Dual leucine zipper kinase is required for mechanical allodynia and microgliosis after nerve injury

Essential revisions:

1) Although the simplest interpretation of the authors' findings is that DLK is required cell-autonomously in DRG sensory neurons, it is possible that the DLK gene is required in some cell type other than primary sensory neurons because the CreER line used (ROSA-CAG-CreERT2) is ubiquitously expressed. This issue needs to be addressed with experiments, if possible, or if not then it should be discussed in detail.

As requested we now include a detailed discussion on this point in the manuscript (Discussion, second paragraph).

We agree it would have been ideal to generate a mouse with sensory neuron-specific deletion of DLK, but the timeline to generate such mice was impractical.
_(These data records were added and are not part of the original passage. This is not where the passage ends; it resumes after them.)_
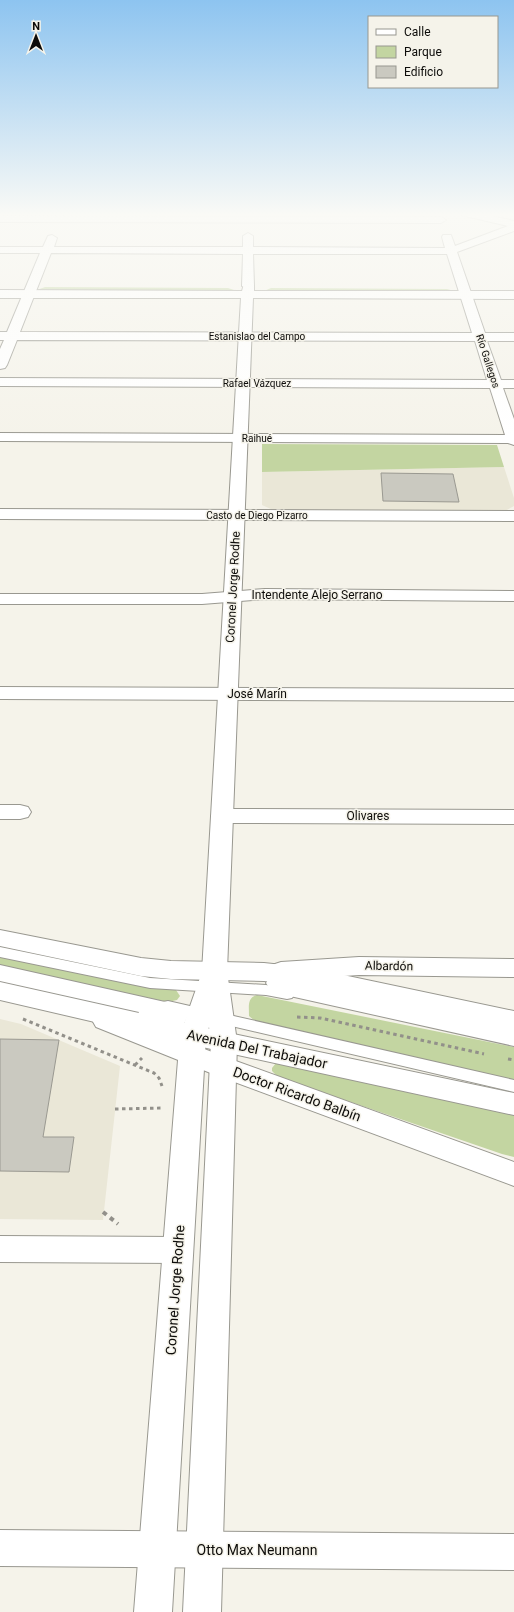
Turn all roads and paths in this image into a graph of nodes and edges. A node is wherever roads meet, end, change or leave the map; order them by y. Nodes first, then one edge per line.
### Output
1 (17, 288) edge
2 (499, 288) edge
3 (30, 290) junction
4 (247, 290) junction
5 (465, 291) junction
6 (0, 294) edge
7 (514, 295) edge
8 (6, 336) edge
9 (245, 336) junction
10 (480, 337) junction
11 (514, 337) edge
12 (0, 365) edge
13 (0, 382) edge
14 (243, 383) junction
15 (495, 384) junction
16 (514, 384) edge
17 (0, 437) edge
18 (240, 438) junction
19 (514, 440) edge
20 (0, 514) edge
21 (236, 515) junction
22 (514, 516) edge
23 (232, 596) junction
24 (514, 596) edge
25 (0, 599) edge
26 (0, 693) edge
27 (228, 694) junction
28 (514, 695) edge
29 (222, 816) junction
30 (514, 817) edge
31 (0, 938) edge
32 (0, 952) edge
33 (514, 968) edge
34 (0, 969) edge
35 (264, 972) junction
36 (0, 974) edge
37 (0, 982) edge
38 (213, 982) junction
39 (0, 991) edge
40 (290, 1016) dead end
41 (20, 1018) dead end
42 (514, 1020) edge
43 (514, 1031) edge
44 (209, 1038) junction
45 (514, 1038) edge
46 (514, 1042) edge
47 (491, 1055) dead end
48 (144, 1056) dead end
49 (506, 1058) dead end
50 (514, 1060) edge
51 (135, 1065) junction
52 (514, 1086) edge
53 (163, 1093) dead end
54 (163, 1101) dead end
55 (514, 1104) edge
56 (115, 1108) dead end
57 (163, 1108) junction
58 (162, 1116) dead end
59 (466, 1156) junction
60 (514, 1166) edge
61 (514, 1174) edge
62 (103, 1212) dead end
63 (120, 1226) dead end
64 (0, 1249) edge
65 (178, 1250) junction
66 (0, 1548) edge
67 (158, 1549) junction
68 (204, 1549) junction
69 (514, 1552) edge
70 (153, 1612) edge
71 (202, 1612) edge

1 - 3 street
2 - 5 street
3 - 4 street
3 - 6 street
3 - 8 street
4 - 5 street
4 - 9 street, Coronel Jorge Rodhe
5 - 7 street
5 - 10 street, Río Gallegos
8 - 9 street, Estanislao del Campo
8 - 12 street
9 - 10 street, Estanislao del Campo
9 - 14 street, Coronel Jorge Rodhe
10 - 11 street, Estanislao del Campo
10 - 15 street, Río Gallegos
13 - 14 street, Rafael Vázquez
14 - 15 street, Rafael Vázquez
14 - 18 street, Coronel Jorge Rodhe
15 - 16 street, Rafael Vázquez
15 - 19 street, Río Gallegos
17 - 18 street, Raihué
18 - 19 street, Raihué
18 - 21 street, Coronel Jorge Rodhe
20 - 21 street, Casto de Diego Pizarro
21 - 22 street, Casto de Diego Pizarro
21 - 23 street, Coronel Jorge Rodhe
23 - 24 street, Intendente Alejo Serrano
23 - 25 street, Intendente Alejo Serrano
23 - 27 street, Coronel Jorge Rodhe
26 - 27 street, José Marín
27 - 28 street, José Marín
27 - 29 street, Coronel Jorge Rodhe
29 - 30 street, Olivares
29 - 38 street, Coronel Jorge Rodhe
31 - 38 street
32 - 38 lane
33 - 35 street, Albardón
34 - 44 lane
35 - 38 street
35 - 42 street
36 - 37 street
38 - 44 street, Coronel Jorge Rodhe
38 - 46 lane
39 - 44 street, Doctor Ricardo Balbín
40 - 47 path
41 - 51 path
43 - 45 street
44 - 52 lane
44 - 55 street, Avenida Del Trabajador
44 - 59 street, Doctor Ricardo Balbín
44 - 65 street, Coronel Jorge Rodhe
44 - 68 street, Coronel Jorge Rodhe
48 - 51 path
49 - 50 path
51 - 53 path
54 - 57 path
56 - 57 path
57 - 58 path
59 - 60 street
59 - 61 street, Doctor Ricardo Balbín
62 - 63 path
64 - 65 street
65 - 67 street, Coronel Jorge Rodhe
66 - 67 street, Otto Max Neumann
67 - 68 street, Otto Max Neumann
67 - 70 street, Coronel Jorge Rodhe
68 - 69 street, Otto Max Neumann
68 - 71 street, Coronel Jorge Rodhe

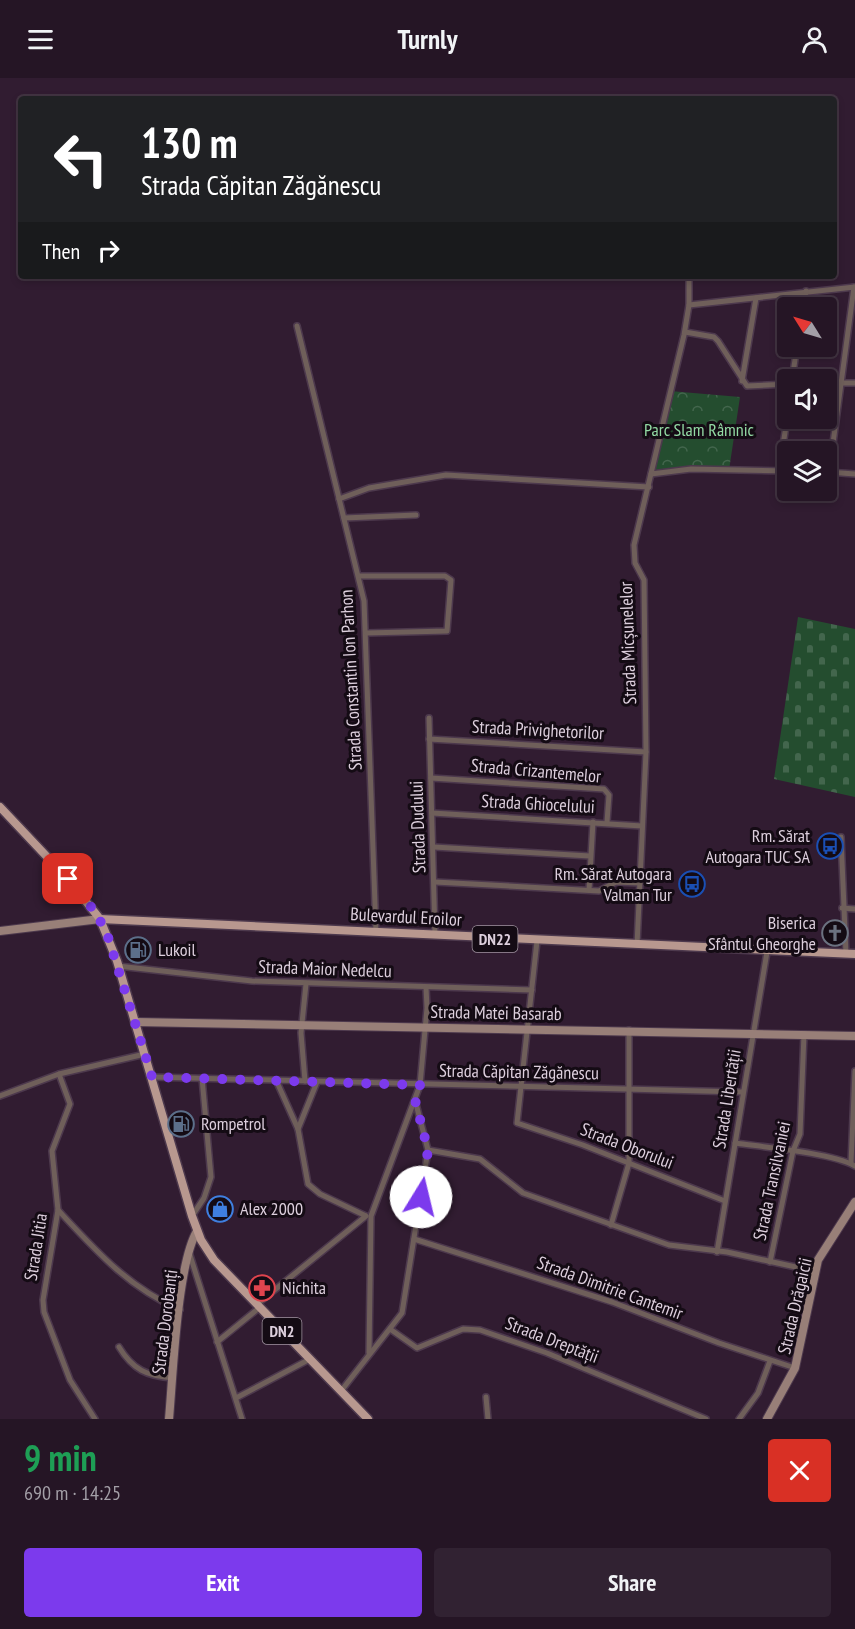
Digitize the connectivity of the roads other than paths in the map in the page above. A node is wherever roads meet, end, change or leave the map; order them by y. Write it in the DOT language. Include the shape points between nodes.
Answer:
graph roads {
  1 [pos="689,279"];
  2 [pos="854,287"];
  3 [pos="806,291"];
  4 [pos="805,297"];
  5 [pos="756,298"];
  6 [pos="689,305"];
  7 [pos="297,326"];
  8 [pos="685,332"];
  9 [pos="847,344"];
  10 [pos="855,344"];
  11 [pos="742,381"];
  12 [pos="837,383"];
  13 [pos="842,383"];
  14 [pos="855,383"];
  15 [pos="777,385"];
  16 [pos="833,441"];
  17 [pos="777,471"];
  18 [pos="837,473"];
  19 [pos="651,474"];
  20 [pos="855,474"];
  21 [pos="649,487"];
  22 [pos="339,499"];
  23 [pos="416,515"];
  24 [pos="344,518"];
  25 [pos="360,576"];
  26 [pos="366,633"];
  27 [pos="429,718"];
  28 [pos="429,739"];
  29 [pos="646,752"];
  30 [pos="431,778"];
  31 [pos="0,807"];
  32 [pos="432,813"];
  33 [pos="593,822"];
  34 [pos="607,822"];
  35 [pos="642,826"];
  36 [pos="841,837"];
  37 [pos="434,846"];
  38 [pos="590,856"];
  39 [pos="435,882"];
  40 [pos="640,883"];
  41 [pos="589,890"];
  42 [pos="842,908"];
  43 [pos="855,909"];
  44 [pos="100,919"];
  45 [pos="0,931"];
  46 [pos="376,932"];
  47 [pos="435,936"];
  48 [pos="537,941"];
  49 [pos="637,946"];
  50 [pos="767,952"];
  51 [pos="850,954"];
  52 [pos="118,966"];
  53 [pos="306,984"];
  54 [pos="426,987"];
  55 [pos="532,990"];
  56 [pos="136,1022"];
  57 [pos="301,1026"];
  58 [pos="426,1027"];
  59 [pos="526,1029"];
  60 [pos="629,1030"];
  61 [pos="753,1033"];
  62 [pos="804,1034"];
  63 [pos="855,1036"];
  64 [pos="145,1054"];
  65 [pos="855,1071"];
  66 [pos="59,1074"];
  67 [pos="152,1077"];
  68 [pos="202,1078"];
  69 [pos="276,1080"];
  70 [pos="305,1082"];
  71 [pos="317,1082"];
  72 [pos="420,1085"];
  73 [pos="519,1088"];
  74 [pos="628,1089"];
  75 [pos="742,1092"];
  76 [pos="0,1096"];
  77 [pos="415,1100"];
  78 [pos="298,1129"];
  79 [pos="735,1143"];
  80 [pos="428,1150"];
  81 [pos="793,1151"];
  82 [pos="629,1163"];
  83 [pos="853,1164"];
  84 [pos="725,1201"];
  85 [pos="855,1202"];
  86 [pos="58,1210"];
  87 [pos="364,1215"];
  88 [pos="192,1216"];
  89 [pos="371,1216"];
  90 [pos="612,1225"];
  91 [pos="197,1231"];
  92 [pos="414,1239"];
  93 [pos="189,1251"];
  94 [pos="717,1252"];
  95 [pos="770,1262"];
  96 [pos="814,1271"];
  97 [pos="258,1306"];
  98 [pos="180,1311"];
  99 [pos="390,1329"];
  100 [pos="217,1342"];
  101 [pos="119,1347"];
  102 [pos="369,1353"];
  103 [pos="309,1359"];
  104 [pos="770,1361"];
  105 [pos="795,1368"];
  106 [pos="173,1378"];
  107 [pos="341,1391"];
  108 [pos="486,1397"];
  109 [pos="236,1398"];
  110 [pos="95,1419"];
  111 [pos="169,1419"];
  112 [pos="242,1419"];
  113 [pos="368,1419"];
  114 [pos="488,1419"];
  115 [pos="706,1419"];
  116 [pos="739,1419"];
  117 [pos="767,1419"];
  1 -- 6 [label="street, Strada Micșunelelor"];
  2 -- 3 [label="street"];
  2 -- 9 [label="street"];
  3 -- 4 [label="street"];
  3 -- 5 [label="street"];
  5 -- 6 [label="street"];
  5 -- 11 [label="street"];
  6 -- 8 [label="street, Strada Micșunelelor"];
  7 -- 22 [label="street, Strada Constantin Ion Parhon"];
  8 -- 11 [label="street" via="714,337"];
  8 -- 19 [label="street, Strada Micșunelelor"];
  9 -- 10 [label="street"];
  9 -- 13 [label="street"];
  11 -- 15 [label="street" via="747,386"];
  12 -- 13 [label="street"];
  13 -- 14 [label="street"];
  13 -- 16 [label="street"];
  17 -- 19 [label="street" via="692,469"];
  18 -- 20 [label="street"];
  19 -- 21 [label="street, Strada Micșunelelor"];
  21 -- 22 [label="street" via="446,475 362,490"];
  21 -- 29 [label="street, Strada Micșunelelor" via="635,534 634,557 644,580"];
  22 -- 24 [label="street, Strada Constantin Ion Parhon"];
  23 -- 24 [label="street"];
  24 -- 25 [label="street, Strada Constantin Ion Parhon"];
  25 -- 26 [label="street, Strada Constantin Ion Parhon"];
  25 -- 26 [label="street" via="446,576 451,580 446,632"];
  26 -- 46 [label="street, Strada Constantin Ion Parhon"];
  27 -- 28 [label="street, Strada Dudului"];
  28 -- 29 [label="street, Strada Privighetorilor"];
  28 -- 30 [label="street, Strada Dudului"];
  29 -- 35 [label="street, Strada Micșunelelor"];
  30 -- 32 [label="street, Strada Dudului"];
  30 -- 34 [label="street, Strada Crizantemelor" via="604,789 609,795"];
  31 -- 44 [label="main road, DN2"];
  32 -- 33 [label="street, Strada Ghiocelului"];
  32 -- 37 [label="street, Strada Dudului"];
  33 -- 34 [label="street, Strada Ghiocelului"];
  33 -- 38 [label="street"];
  34 -- 35 [label="street, Strada Ghiocelului"];
  35 -- 40 [label="street, Strada Micșunelelor"];
  36 -- 42 [label="street"];
  37 -- 38 [label="street"];
  37 -- 39 [label="street, Strada Dudului"];
  38 -- 41 [label="street"];
  39 -- 41 [label="street"];
  39 -- 47 [label="street, Strada Dudului"];
  40 -- 41 [label="street" via="616,882 599,891"];
  40 -- 49 [label="street, Strada Micșunelelor"];
  42 -- 43 [label="street"];
  42 -- 51 [label="street"];
  44 -- 45 [label="street"];
  44 -- 46 [label="main road, Bulevardul Eroilor / DN22"];
  44 -- 52 [label="main road, DN2"];
  46 -- 47 [label="main road, Bulevardul Eroilor / DN22"];
  47 -- 48 [label="main road, Bulevardul Eroilor / DN22"];
  48 -- 49 [label="main road, Bulevardul Eroilor / DN22"];
  48 -- 55 [label="street"];
  49 -- 50 [label="main road, Bulevardul Eroilor / DN22"];
  50 -- 51 [label="main road, Bulevardul Eroilor / DN22"];
  50 -- 61 [label="street, Strada Libertății"];
  52 -- 53 [label="street, Strada Maior Nedelcu"];
  52 -- 56 [label="main road, DN2"];
  53 -- 54 [label="street, Strada Maior Nedelcu"];
  53 -- 57 [label="street"];
  54 -- 55 [label="street, Strada Maior Nedelcu"];
  54 -- 58 [label="street"];
  55 -- 59 [label="street"];
  56 -- 57 [label="street, Strada Matei Basarab"];
  56 -- 64 [label="main road, DN2"];
  57 -- 58 [label="street, Strada Matei Basarab"];
  57 -- 70 [label="street"];
  58 -- 59 [label="street, Strada Matei Basarab"];
  58 -- 72 [label="street"];
  59 -- 60 [label="street, Strada Matei Basarab"];
  59 -- 73 [label="street"];
  60 -- 61 [label="street, Strada Matei Basarab"];
  60 -- 74 [label="street"];
  61 -- 62 [label="street, Strada Matei Basarab"];
  61 -- 75 [label="street, Strada Libertății"];
  62 -- 63 [label="street, Strada Matei Basarab"];
  62 -- 81 [label="street, Strada Transilvaniei" via="800,1134"];
  64 -- 66 [label="street"];
  64 -- 67 [label="main road, DN2"];
  65 -- 83 [label="street"];
  66 -- 76 [label="street"];
  66 -- 86 [label="street, Strada Jitia" via="70,1104 52,1151"];
  67 -- 68 [label="street, Strada Căpitan Zăgănescu"];
  67 -- 88 [label="main road, DN2"];
  68 -- 69 [label="street, Strada Căpitan Zăgănescu"];
  68 -- 88 [label="street" via="211,1177"];
  69 -- 70 [label="street, Strada Căpitan Zăgănescu"];
  69 -- 78 [label="street"];
  70 -- 71 [label="street, Strada Căpitan Zăgănescu"];
  71 -- 72 [label="street, Strada Căpitan Zăgănescu"];
  71 -- 78 [label="street"];
  72 -- 73 [label="street, Strada Căpitan Zăgănescu"];
  72 -- 77 [label="street"];
  73 -- 74 [label="street, Strada Căpitan Zăgănescu"];
  73 -- 82 [label="street, Strada Oborului" via="517,1123"];
  74 -- 75 [label="street, Strada Căpitan Zăgănescu"];
  74 -- 82 [label="street"];
  75 -- 79 [label="street, Strada Libertății"];
  77 -- 80 [label="street"];
  77 -- 89 [label="street"];
  78 -- 87 [label="street" via="308,1184"];
  79 -- 81 [label="street"];
  79 -- 84 [label="street, Strada Libertății"];
  80 -- 90 [label="street" via="480,1159 523,1193"];
  80 -- 92 [label="street"];
  81 -- 83 [label="street"];
  81 -- 95 [label="street, Strada Transilvaniei"];
  82 -- 84 [label="street, Strada Oborului"];
  82 -- 90 [label="street"];
  84 -- 94 [label="street, Strada Libertății"];
  85 -- 96 [label="street, Strada Drăgaicii"];
  86 -- 98 [label="street" via="136,1287"];
  86 -- 110 [label="street, Strada Jitia" via="44,1300 45,1320 70,1380"];
  87 -- 89 [label="street"];
  87 -- 97 [label="street"];
  88 -- 91 [label="main road, DN2"];
  89 -- 102 [label="street"];
  90 -- 94 [label="street" via="669,1245"];
  91 -- 93 [label="street, Strada Dorobanți"];
  91 -- 97 [label="main road, DN2" via="214,1260"];
  92 -- 99 [label="street" via="402,1313"];
  92 -- 104 [label="street, Strada Dimitrie Cantemir" via="612,1302"];
  93 -- 98 [label="street, Strada Dorobanți"];
  93 -- 100 [label="street"];
  94 -- 95 [label="street"];
  95 -- 96 [label="street"];
  96 -- 105 [label="street, Strada Drăgaicii"];
  97 -- 100 [label="street"];
  97 -- 103 [label="main road, DN2"];
  98 -- 106 [label="street, Strada Dorobanți"];
  99 -- 102 [label="street"];
  99 -- 115 [label="street, Strada Dreptății" via="417,1348 463,1329 498,1335"];
  100 -- 109 [label="street"];
  101 -- 106 [label="street" via="140,1371"];
  102 -- 107 [label="street"];
  103 -- 107 [label="main road, DN2"];
  103 -- 109 [label="street"];
  104 -- 105 [label="street, Strada Dimitrie Cantemir"];
  104 -- 116 [label="street" via="758,1393"];
  105 -- 117 [label="street, Strada Drăgaicii"];
  106 -- 111 [label="street, Strada Dorobanți"];
  107 -- 113 [label="main road, DN2"];
  108 -- 114 [label="street"];
  109 -- 112 [label="street"];
}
2) What is the earliest time-point that one can observe punctate allodynia after SNI? Some discussion of this should be made. Allodynia measured at 16 hours, and daily for a week would be better.

We have addressed this point in a new experiment to see how early punctate allodynia can be observed. We tested DLKWT vs. DLKcKO mice at 1, 3, 5 and 7 days post injury (dpi) (Figure 1—figure supplement 2). At 1 dpi, control mice (but not the knockouts) displayed mechanical allodynia; however, sensitization was far lower at 3 and 5 days post-SNI. We have concerns that the mice are still recovering from surgery e.g. damage to muscle and skin (and presence of wound clips) as well as nerve injury during this first week. Reliable allodynia is observed in the control group at 7 dpi. See text in Figure 1—figure supplement 2 legend.

Notably, we also measured the time-course for transcriptional changes and microgliosis and we show that these occur over the first week after nerve injury in parallel with the development of static mechanical allodynia. These new data are shown in Figure 4.

Also, what is the rationale for delivering the inhibitor for a week before testing the allodynia?

We now discuss the rationale for the inhibitor experiment design in the subsection “Treatment with DLK inhibitor GNE-3511 prevents injury-induced transcriptional changes, mechanical allodynia and microgliosis”, based on results shown in Figure 4.

3) A strength of the study is the potential for translating the findings for treatment of chronic pain after nerve injury. The reviewers would like to see additional experiments that ask how long after SNI surgery can the drug be applied and still show an effect? A later time point after injury (e.g. 3-7 days) to test whether it still has an effect would be particularly informative since most patients seek relief later and this drug has been implicated in reversing degeneration and nerve damage.

The focus of our study is the role for DLK in establishing pain sensitivity. We agree it would be interesting to test the effect of starting DLK inhibitor treatment at different time points after injury. But because of the competing effects of SNI and blocking DLK this would really require a comprehensive evaluation (rather than a single time point) and is beyond the scope of the present study. Importantly, our new data do demonstrate that blocking DLK reverses Atf3 induction: compare normal Atf3 induction at 18h (Figure 4) with 5 dpi (Figure 5); discussed in the subsection “Treatment with DLK inhibitor GNE-3511 prevents injury-induced transcriptional changes, mechanical allodynia and microgliosis”.

4) What is the evidence for efficacy and specificity of GNE-3511 towards DLK in DRG neurons in vivo? If there is a measure of DLK activity, does GNE-3511 lead to inhibition of this activity in DRG neurons at doses that correspond to those needed for inhibition of mechanical allodynia and gliosis?

We have previously generated data on the pharmacokinetic and pharmacodynamic properties of GNE-3511 towards DLK, as well as its efficacy and specificity (Patel et al., 2015, Le Pichon et al., 2017). This guided our selection of the dose level and dosing frequency. In our published work, we have shown that GNE-3511 has the expected pharmacodynamic effect for DLK inhibition in vivo by reducing phospho-c-Jun in retinal ganglion cells and motor neurons. Here, in our revision, we have extended this to DRG neurons as we show in Figure 5A-C the efficacy of GNE-3511 treatment on downstream transcriptional targets of DLK. GNE-3511 prevents the upregulation of Atf3 and Csf1 in DRG neurons at 5 days post SNI, just as we saw in the DLK cKO (shown in Figure 2).